§415-114 Change of registered office or registered agent of foreign corporation.
A foreign corporation authorized to transact business in this State may change its registered office or change its registered agent, or both, upon delivery to the director for filing a statement setting forth:(1) The name of the corporation;
(2) The address of its then registered office;
(3) If the address of its registered office be changed, the address to which the registered office is to be changed;
(4) The name of its then registered agent;
(5) If its registered agent be changed, the name of its successor registered agent;
(6) That the address of its registered office and the address of the business office of its registered agent, as changed, will be identical; and
(7) That the change was authorized by resolution duly adopted by its board of directors.
The statement shall be delivered to and filed by the director.
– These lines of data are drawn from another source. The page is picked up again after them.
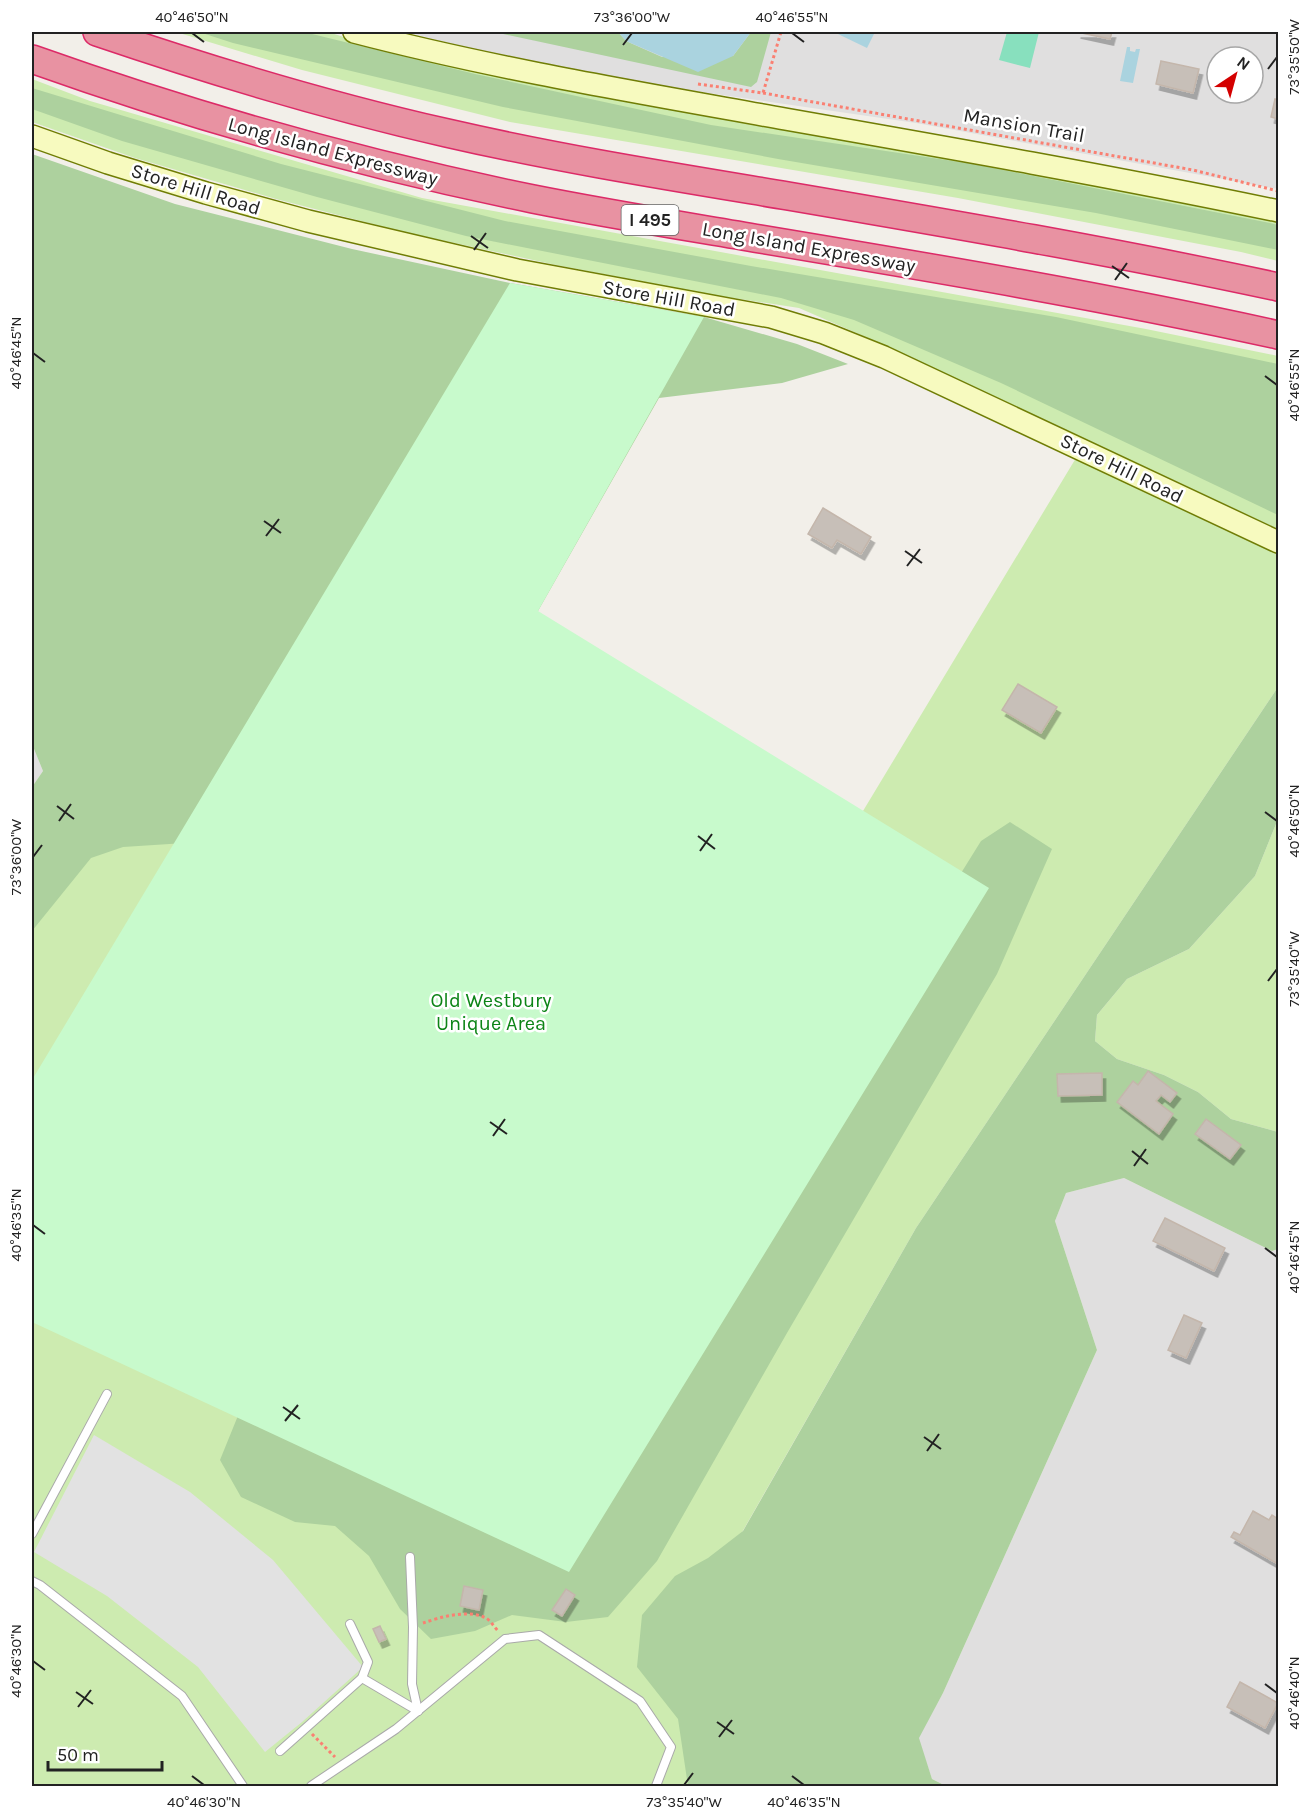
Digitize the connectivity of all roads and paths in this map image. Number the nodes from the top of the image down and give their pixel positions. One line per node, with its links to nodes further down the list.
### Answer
1 (97, 32): 10 (highway, I 495)
2 (354, 32): 9 (main road)
3 (781, 32): 6 (path)
4 (32, 59): 11 (highway, Long Island Expressway / I 495)
5 (695, 83): 6 (path, Mansion Trail)
6 (763, 93): 8 (path, Mansion Trail)
7 (32, 136): 12 (main road, Store Hill Road)
8 (1278, 190)
9 (1278, 211)
10 (1278, 287)
11 (1278, 335)
12 (1278, 542)
13 (106, 1394): 14 (lane)
14 (32, 1534)
15 (410, 1557): 18 (lane)
16 (32, 1581): 25 (lane)
17 (350, 1624): 20 (lane)
18 (413, 1627): 19 (path); 21 (lane)
19 (505, 1639): 21 (lane); 27 (lane)
20 (362, 1678): 21 (lane); 22 (lane)
21 (418, 1711): 24 (lane)
22 (306, 1728): 23 (lane); 24 (path)
23 (280, 1752)
24 (342, 1765): 26 (lane)
25 (243, 1786)
26 (311, 1786)
27 (656, 1786)

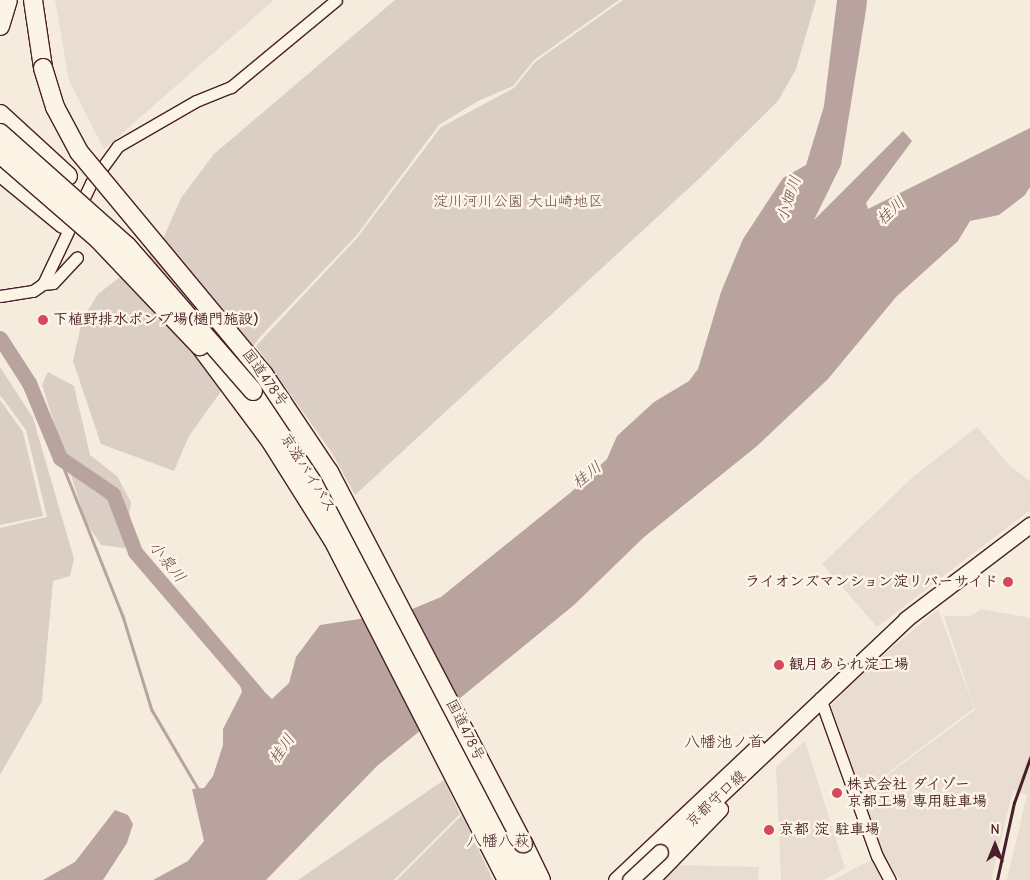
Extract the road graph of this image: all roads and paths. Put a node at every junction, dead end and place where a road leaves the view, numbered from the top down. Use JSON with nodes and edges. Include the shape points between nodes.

Any registered agent of a foreign corporation may resign as agent upon delivery to the director for filing a written notice of resignation, executed in duplicate. The director shall mail a copy thereof to the corporation at its principal office in the state or country under the laws of which it is incorporated. The appointment of the agent shall terminate upon the expiration of thirty days after receipt of the notice by the director.
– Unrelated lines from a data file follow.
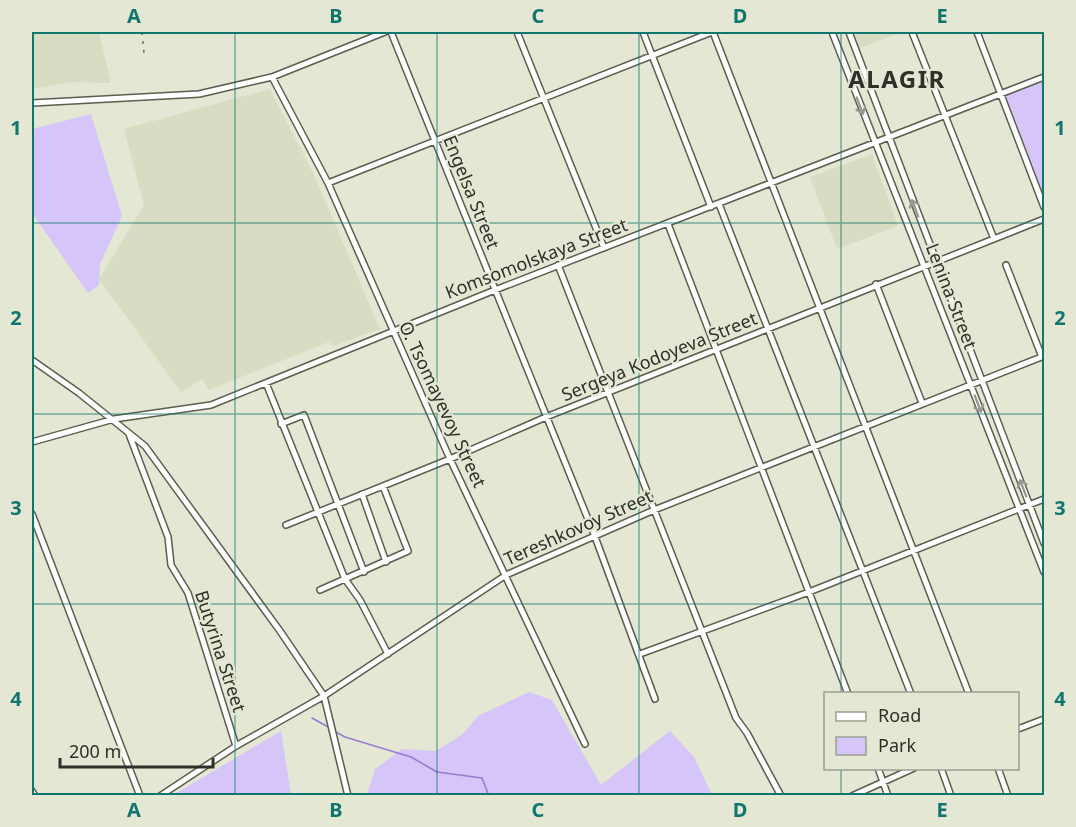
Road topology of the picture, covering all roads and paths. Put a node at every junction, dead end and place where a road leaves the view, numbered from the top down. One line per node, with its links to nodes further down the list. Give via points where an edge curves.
1 (385, 32): 11 (street)
2 (392, 32): 18 (street, Engelsa Street)
3 (517, 32): 14 (street)
4 (643, 32): 10 (street)
5 (712, 32): 10 (street); 21 (street)
6 (832, 32): 19 (street, Lenina Street, one-way to 19)
7 (849, 32): 17 (street, Lenina Street)
8 (912, 32): 16 (street)
9 (977, 32): 13 (street)
10 (652, 54): 14 (street); 23 (street)
11 (272, 77): 15 (street, via 199,94); 20 (street, O. Tsomayevoy Street)
12 (1044, 77): 13 (street, Komsomolskaya Street)
13 (1001, 94): 16 (street, Komsomolskaya Street); 24 (street)
14 (543, 97): 18 (street); 28 (street)
15 (32, 103)
16 (944, 117): 17 (street, Komsomolskaya Street); 27 (street)
17 (888, 138): 19 (street, Komsomolskaya Street); 29 (street, Lenina Street, one-way to 17)
18 (435, 140): 20 (street); 34 (street, Engelsa Street)
19 (875, 143): 21 (street, Komsomolskaya Street); 32 (street, Lenina Street)
20 (328, 183): 37 (street, O. Tsomayevoy Street)
21 (772, 183): 22 (street, Komsomolskaya Street); 35 (street)
22 (719, 204): 23 (street, Komsomolskaya Street); 36 (street)
23 (711, 207): 26 (street, Komsomolskaya Street)
24 (1044, 207)
25 (1044, 219): 27 (street, Sergeya Kodoyeva Street)
26 (668, 224): 28 (street, Komsomolskaya Street); 38 (street)
27 (994, 239): 29 (street, Sergeya Kodoyeva Street)
28 (604, 248): 30 (street, Komsomolskaya Street)
29 (936, 261): 32 (street, Sergeya Kodoyeva Street); 41 (street, Lenina Street)
30 (558, 265): 34 (street, Komsomolskaya Street); 44 (street)
31 (1006, 265): 39 (street)
32 (924, 266): 33 (street, Sergeya Kodoyeva Street); 43 (street, Lenina Street)
33 (876, 284): 35 (street, Sergeya Kodoyeva Street); 45 (street)
34 (495, 290): 37 (street, Komsomolskaya Street); 46 (street, Engelsa Street)
35 (819, 307): 36 (street, Sergeya Kodoyeva Street); 49 (street)
36 (767, 329): 38 (street, Sergeya Kodoyeva Street); 52 (street)
37 (393, 331): 42 (street, Komsomolskaya Street); 53 (street, O. Tsomayevoy Street)
38 (715, 349): 44 (street, Sergeya Kodoyeva Street); 54 (street)
39 (1043, 357): 41 (street, Tereshkovoy Street)
40 (32, 360): 47 (street)
41 (982, 381): 43 (street, Tereshkovoy Street); 59 (street, Lenina Street, one-way to 41)
42 (266, 383): 47 (street, Komsomolskaya Street, via 211,405); 48 (street)
43 (971, 385): 45 (street, Tereshkovoy Street); 60 (street, Lenina Street, one-way to 60)
44 (610, 393): 46 (street, Sergeya Kodoyeva Street); 61 (street)
45 (922, 404): 49 (street, Tereshkovoy Street)
46 (546, 417): 53 (street, Sergeya Kodoyeva Street); 65 (street, Engelsa Street)
47 (114, 419): 50 (street); 51 (street, Komsomolskaya Street)
48 (281, 424): 58 (street, via 304,415); 63 (street)
49 (865, 425): 52 (street, Tereshkovoy Street); 67 (street)
50 (128, 432): 82 (street, via 145,446); 87 (street, Butyrina Street, via 168,537 171,565 188,592)
51 (32, 442)
52 (813, 446): 54 (street, Tereshkovoy Street); 69 (street)
53 (450, 459): 55 (street, Sergeya Kodoyeva Street); 72 (street, O. Tsomayevoy Street)
54 (759, 467): 61 (street, Tereshkovoy Street); 75 (street)
55 (383, 486): 56 (street, Sergeya Kodoyeva Street); 68 (street, via 408,551)
56 (362, 494): 58 (street, Sergeya Kodoyeva Street); 68 (street)
57 (1044, 500): 59 (street)
58 (338, 504): 63 (street, Sergeya Kodoyeva Street); 70 (street)
59 (1030, 505): 60 (street); 66 (street, Lenina Street)
60 (1019, 509): 67 (street); 71 (street, Lenina Street)
61 (654, 510): 65 (street, Tereshkovoy Street); 76 (street)
62 (32, 513): 95 (street)
63 (316, 513): 64 (street, Sergeya Kodoyeva Street); 73 (street)
64 (286, 525)
65 (594, 534): 72 (street, Tereshkovoy Street); 78 (street, Engelsa Street)
66 (1044, 543)
67 (914, 552): 69 (street); 81 (street)
68 (386, 562): 70 (street)
69 (862, 571): 75 (street); 80 (street)
70 (364, 572): 73 (street)
71 (1044, 572)
72 (506, 575): 77 (street, Tereshkovoy Street); 86 (street, O. Tsomayevoy Street)
73 (345, 579): 74 (street); 77 (street)
74 (320, 590)
75 (809, 592): 76 (street); 79 (street)
76 (702, 631): 78 (street); 98 (street, via 736,718)
77 (388, 654): 82 (street, Tereshkovoy Street)
78 (639, 654): 83 (street, Engelsa Street)
79 (848, 692)
80 (911, 692)
81 (969, 692)
82 (324, 696): 87 (street, Tereshkovoy Street); 97 (street)
83 (655, 699)
84 (1044, 719): 85 (street)
85 (1019, 728)
86 (585, 744)
87 (236, 746): 96 (street, Tereshkovoy Street)
88 (879, 770): 92 (street)
89 (909, 770): 92 (street)
90 (942, 770): 101 (street)
91 (999, 770): 102 (street)
92 (882, 781): 99 (street); 100 (street)
93 (32, 791): 94 (street)
94 (35, 795)
95 (140, 795)
96 (160, 795)
97 (348, 795)
98 (781, 795)
99 (852, 795)
100 (888, 795)
101 (951, 795)
102 (1008, 795)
If the business address of a registered agent is changed to another place within this State, the registered agent may change the address and the address of the registered office of any corporation for which the registered agent acts by filing a statement as required above, except that it need be signed only by the registered agent and need not be responsive to the provisions of paragraph (5) or (7) and must recite that a copy of the statement has been mailed to the corporation. [L 1983, c 167, pt of §1; am L 1985, c 270, §4; gen ch 1985; am L 1987, c 135, §82]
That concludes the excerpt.